- [WORK REQUIRED] Return the entries below in their exact form, leaving the pictures out.

- [STORED DATA]
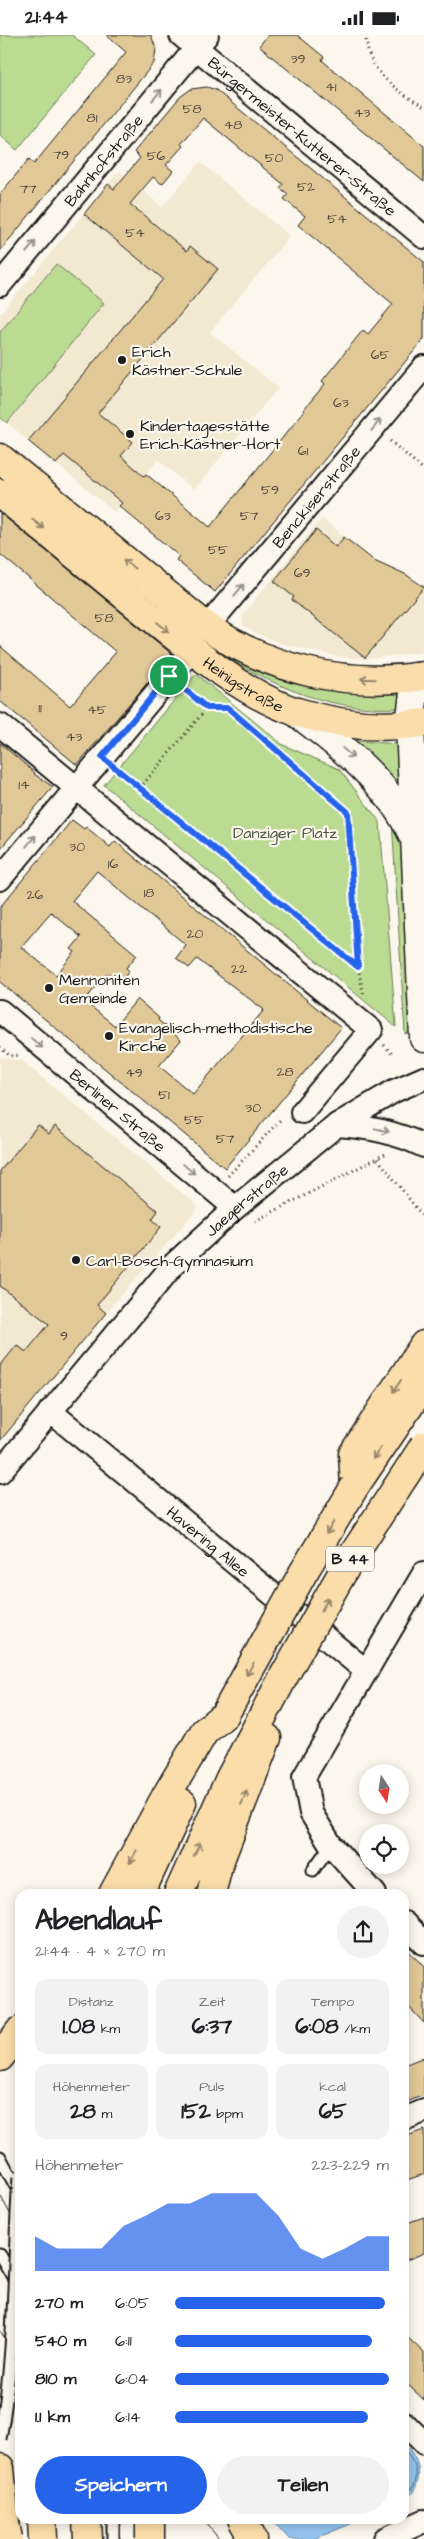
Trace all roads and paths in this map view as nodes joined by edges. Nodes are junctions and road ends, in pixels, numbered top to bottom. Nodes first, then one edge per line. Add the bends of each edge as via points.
1 (366, 35) edge
2 (195, 39) edge
3 (424, 107) edge
4 (424, 237) edge
5 (0, 285) edge
6 (424, 367) edge
7 (373, 428) junction
8 (0, 458) edge
9 (424, 469) edge
10 (0, 493) edge
11 (208, 627) junction
12 (192, 650) junction
13 (169, 676) junction
14 (420, 676) edge
15 (207, 708) junction
16 (296, 712) junction
17 (419, 717) edge
18 (0, 725) edge
19 (102, 757) junction
20 (76, 788) junction
21 (140, 788) junction
22 (416, 840) junction
23 (0, 879) edge
24 (358, 967) junction
25 (0, 1011) edge
26 (371, 1030) junction
27 (424, 1037) edge
28 (424, 1078) edge
29 (302, 1112) joint
30 (337, 1125) junction
31 (424, 1147) edge
32 (214, 1191) junction
33 (235, 1208) junction
34 (424, 1218) edge
35 (424, 1345) edge
36 (424, 1384) edge
37 (50, 1411) junction
38 (424, 1446) edge
39 (0, 1472) edge
40 (355, 1486) junction
41 (424, 1573) edge
42 (366, 1671) junction
43 (284, 1677) junction
44 (225, 1714) junction
45 (331, 1845) junction
46 (313, 1870) dead end
47 (116, 1889) edge
48 (142, 1889) edge
49 (180, 1889) edge
50 (212, 1889) edge
51 (364, 1889) edge
52 (409, 1928) edge
53 (424, 1943) edge
54 (15, 2038) edge
55 (0, 2057) edge
56 (424, 2111) edge
57 (409, 2117) edge
58 (0, 2157) edge
59 (15, 2192) edge
60 (0, 2255) edge
61 (15, 2268) edge
62 (15, 2280) edge
63 (409, 2428) edge
64 (0, 2439) edge
65 (424, 2443) edge
66 (0, 2469) edge
67 (424, 2521) edge
68 (42, 2524) edge
69 (87, 2524) edge
70 (113, 2524) edge
71 (150, 2524) edge
72 (245, 2524) edge
73 (251, 2524) edge
74 (0, 2536) edge
75 (10, 2539) edge
76 (43, 2539) edge
77 (88, 2539) edge
78 (113, 2539) edge
79 (150, 2539) edge
80 (253, 2539) edge
81 (262, 2539) edge
82 (384, 2539) edge

1 - 3 path via 366,47 376,69 391,86
2 - 4 street, Bürgermeister-Kutterer-Straße
5 -> 2 street, Bahnhofstraße
7 -> 6 street, Benckiserstraße
7 - 9 path
11 -> 7 street, Benckiserstraße
11 -> 8 main road, Heinigstraße
10 -> 12 main road, Heinigstraße
14 -> 11 main road, Heinigstraße via 376,679 313,673 250,654
12 - 13 street
12 - 16 main road, Heinigstraße via 251,689
13 - 15 path
13 - 19 street
14 - 17 street
15 - 21 path
15 - 24 path via 228,708 348,812
16 - 17 main road, Heinigstraße via 353,725
16 -> 22 street via 335,742 384,788
17 - 22 street
18 - 20 street
19 - 20 street
19 - 21 path
23 -> 20 street
20 - 26 street
21 - 24 path
22 - 27 street
24 - 26 path
25 -> 32 street, Berliner Straße
26 - 29 street
28 - 30 street, Jaegerstraße via 394,1091
29 - 32 path via 285,1115
30 -> 31 street via 403,1135
30 - 33 street, Jaegerstraße
32 - 33 street, Berliner Straße
33 - 34 path via 251,1223 378,1159
33 - 37 street, Jaegerstraße via 157,1282
35 -> 40 main road via 353,1454
36 -> 40 main road, B 44
37 - 39 street, Jaegerstraße
37 - 42 street, Havering Allee
43 -> 38 main road, B 44, bridge via 349,1561
40 -> 44 main road, B 44, bridge
41 - 42 street
42 - 45 street via 304,1777 312,1813
49 -> 43 main road, B 44 via 230,1777
50 -> 43 main road via 221,1857 264,1749
44 -> 47 main road, B 44 via 204,1732
44 - 48 main road, B 44
45 - 46 lane
45 - 51 street
52 - 53 street
54 - 55 main road
56 - 57 street
58 - 59 lane
60 - 62 lane
61 - 64 lane, bridge via 6,2404
63 - 65 street
66 - 75 main road, bridge
67 - 82 street
68 - 76 main road
69 - 77 main road
70 - 78 lane
71 - 79 main road, bridge
72 - 80 main road
73 - 81 lane
74 - 75 main road

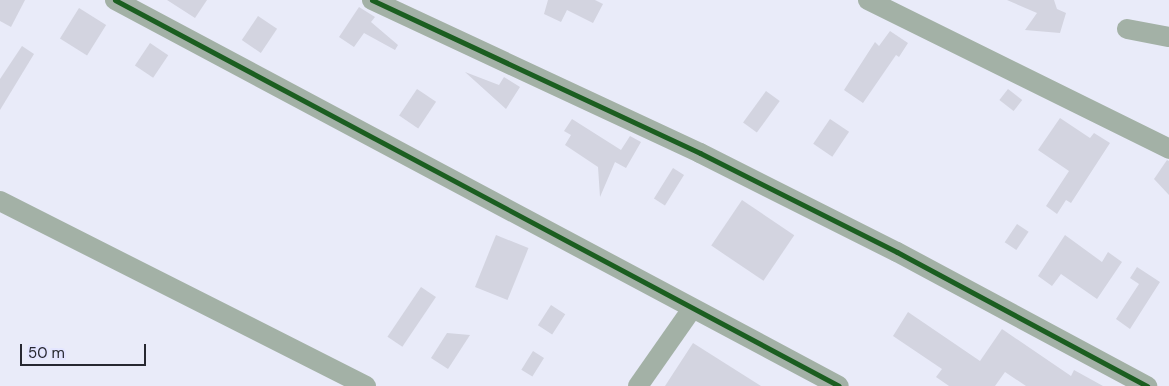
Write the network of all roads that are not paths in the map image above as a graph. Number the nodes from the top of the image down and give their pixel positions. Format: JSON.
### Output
{"nodes":[{"id":1,"x":115,"y":0,"type":"edge"},
{"id":2,"x":372,"y":0,"type":"edge"},
{"id":3,"x":868,"y":0,"type":"edge"},
{"id":4,"x":1127,"y":29,"type":"dead end"},
{"id":5,"x":1169,"y":37,"type":"edge"},
{"id":6,"x":1169,"y":149,"type":"edge"},
{"id":7,"x":0,"y":201,"type":"edge"},
{"id":8,"x":692,"y":309,"type":"junction"},
{"id":9,"x":366,"y":386,"type":"edge"},
{"id":10,"x":638,"y":386,"type":"edge"},
{"id":11,"x":840,"y":386,"type":"edge"},
{"id":12,"x":1147,"y":386,"type":"edge"}],
"edges":[{"from":1,"to":8,"type":"street"},
{"from":2,"to":12,"type":"street"},
{"from":3,"to":6,"type":"street"},
{"from":4,"to":5,"type":"street"},
{"from":7,"to":9,"type":"street"},
{"from":8,"to":10,"type":"street"},
{"from":8,"to":11,"type":"street"}]}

- [TASK RESULT]
Trace all roads and paths in this map view as nodes joined by edges. Nodes are junctions and road ends, in pixels, numbered top to bottom. Nodes first, then one edge per line. Add the bends of each edge as via points.
1 (366, 35) edge
2 (195, 39) edge
3 (424, 107) edge
4 (424, 237) edge
5 (0, 285) edge
6 (424, 367) edge
7 (373, 428) junction
8 (0, 458) edge
9 (424, 469) edge
10 (0, 493) edge
11 (208, 627) junction
12 (192, 650) junction
13 (169, 676) junction
14 (420, 676) edge
15 (207, 708) junction
16 (296, 712) junction
17 (419, 717) edge
18 (0, 725) edge
19 (102, 757) junction
20 (76, 788) junction
21 (140, 788) junction
22 (416, 840) junction
23 (0, 879) edge
24 (358, 967) junction
25 (0, 1011) edge
26 (371, 1030) junction
27 (424, 1037) edge
28 (424, 1078) edge
29 (302, 1112) joint
30 (337, 1125) junction
31 (424, 1147) edge
32 (214, 1191) junction
33 (235, 1208) junction
34 (424, 1218) edge
35 (424, 1345) edge
36 (424, 1384) edge
37 (50, 1411) junction
38 (424, 1446) edge
39 (0, 1472) edge
40 (355, 1486) junction
41 (424, 1573) edge
42 (366, 1671) junction
43 (284, 1677) junction
44 (225, 1714) junction
45 (331, 1845) junction
46 (313, 1870) dead end
47 (116, 1889) edge
48 (142, 1889) edge
49 (180, 1889) edge
50 (212, 1889) edge
51 (364, 1889) edge
52 (409, 1928) edge
53 (424, 1943) edge
54 (15, 2038) edge
55 (0, 2057) edge
56 (424, 2111) edge
57 (409, 2117) edge
58 (0, 2157) edge
59 (15, 2192) edge
60 (0, 2255) edge
61 (15, 2268) edge
62 (15, 2280) edge
63 (409, 2428) edge
64 (0, 2439) edge
65 (424, 2443) edge
66 (0, 2469) edge
67 (424, 2521) edge
68 (42, 2524) edge
69 (87, 2524) edge
70 (113, 2524) edge
71 (150, 2524) edge
72 (245, 2524) edge
73 (251, 2524) edge
74 (0, 2536) edge
75 (10, 2539) edge
76 (43, 2539) edge
77 (88, 2539) edge
78 (113, 2539) edge
79 (150, 2539) edge
80 (253, 2539) edge
81 (262, 2539) edge
82 (384, 2539) edge

1 - 3 path via 366,47 376,69 391,86
2 - 4 street, Bürgermeister-Kutterer-Straße
5 -> 2 street, Bahnhofstraße
7 -> 6 street, Benckiserstraße
7 - 9 path
11 -> 7 street, Benckiserstraße
11 -> 8 main road, Heinigstraße
10 -> 12 main road, Heinigstraße
14 -> 11 main road, Heinigstraße via 376,679 313,673 250,654
12 - 13 street
12 - 16 main road, Heinigstraße via 251,689
13 - 15 path
13 - 19 street
14 - 17 street
15 - 21 path
15 - 24 path via 228,708 348,812
16 - 17 main road, Heinigstraße via 353,725
16 -> 22 street via 335,742 384,788
17 - 22 street
18 - 20 street
19 - 20 street
19 - 21 path
23 -> 20 street
20 - 26 street
21 - 24 path
22 - 27 street
24 - 26 path
25 -> 32 street, Berliner Straße
26 - 29 street
28 - 30 street, Jaegerstraße via 394,1091
29 - 32 path via 285,1115
30 -> 31 street via 403,1135
30 - 33 street, Jaegerstraße
32 - 33 street, Berliner Straße
33 - 34 path via 251,1223 378,1159
33 - 37 street, Jaegerstraße via 157,1282
35 -> 40 main road via 353,1454
36 -> 40 main road, B 44
37 - 39 street, Jaegerstraße
37 - 42 street, Havering Allee
43 -> 38 main road, B 44, bridge via 349,1561
40 -> 44 main road, B 44, bridge
41 - 42 street
42 - 45 street via 304,1777 312,1813
49 -> 43 main road, B 44 via 230,1777
50 -> 43 main road via 221,1857 264,1749
44 -> 47 main road, B 44 via 204,1732
44 - 48 main road, B 44
45 - 46 lane
45 - 51 street
52 - 53 street
54 - 55 main road
56 - 57 street
58 - 59 lane
60 - 62 lane
61 - 64 lane, bridge via 6,2404
63 - 65 street
66 - 75 main road, bridge
67 - 82 street
68 - 76 main road
69 - 77 main road
70 - 78 lane
71 - 79 main road, bridge
72 - 80 main road
73 - 81 lane
74 - 75 main road

Write the network of all roads that are not paths in the map image above as a graph. Number the nodes from the top of the image down and give their pixel positions. Format: JSON.
### Output
{"nodes":[{"id":1,"x":115,"y":0,"type":"edge"},
{"id":2,"x":372,"y":0,"type":"edge"},
{"id":3,"x":868,"y":0,"type":"edge"},
{"id":4,"x":1127,"y":29,"type":"dead end"},
{"id":5,"x":1169,"y":37,"type":"edge"},
{"id":6,"x":1169,"y":149,"type":"edge"},
{"id":7,"x":0,"y":201,"type":"edge"},
{"id":8,"x":692,"y":309,"type":"junction"},
{"id":9,"x":366,"y":386,"type":"edge"},
{"id":10,"x":638,"y":386,"type":"edge"},
{"id":11,"x":840,"y":386,"type":"edge"},
{"id":12,"x":1147,"y":386,"type":"edge"}],
"edges":[{"from":1,"to":8,"type":"street"},
{"from":2,"to":12,"type":"street"},
{"from":3,"to":6,"type":"street"},
{"from":4,"to":5,"type":"street"},
{"from":7,"to":9,"type":"street"},
{"from":8,"to":10,"type":"street"},
{"from":8,"to":11,"type":"street"}]}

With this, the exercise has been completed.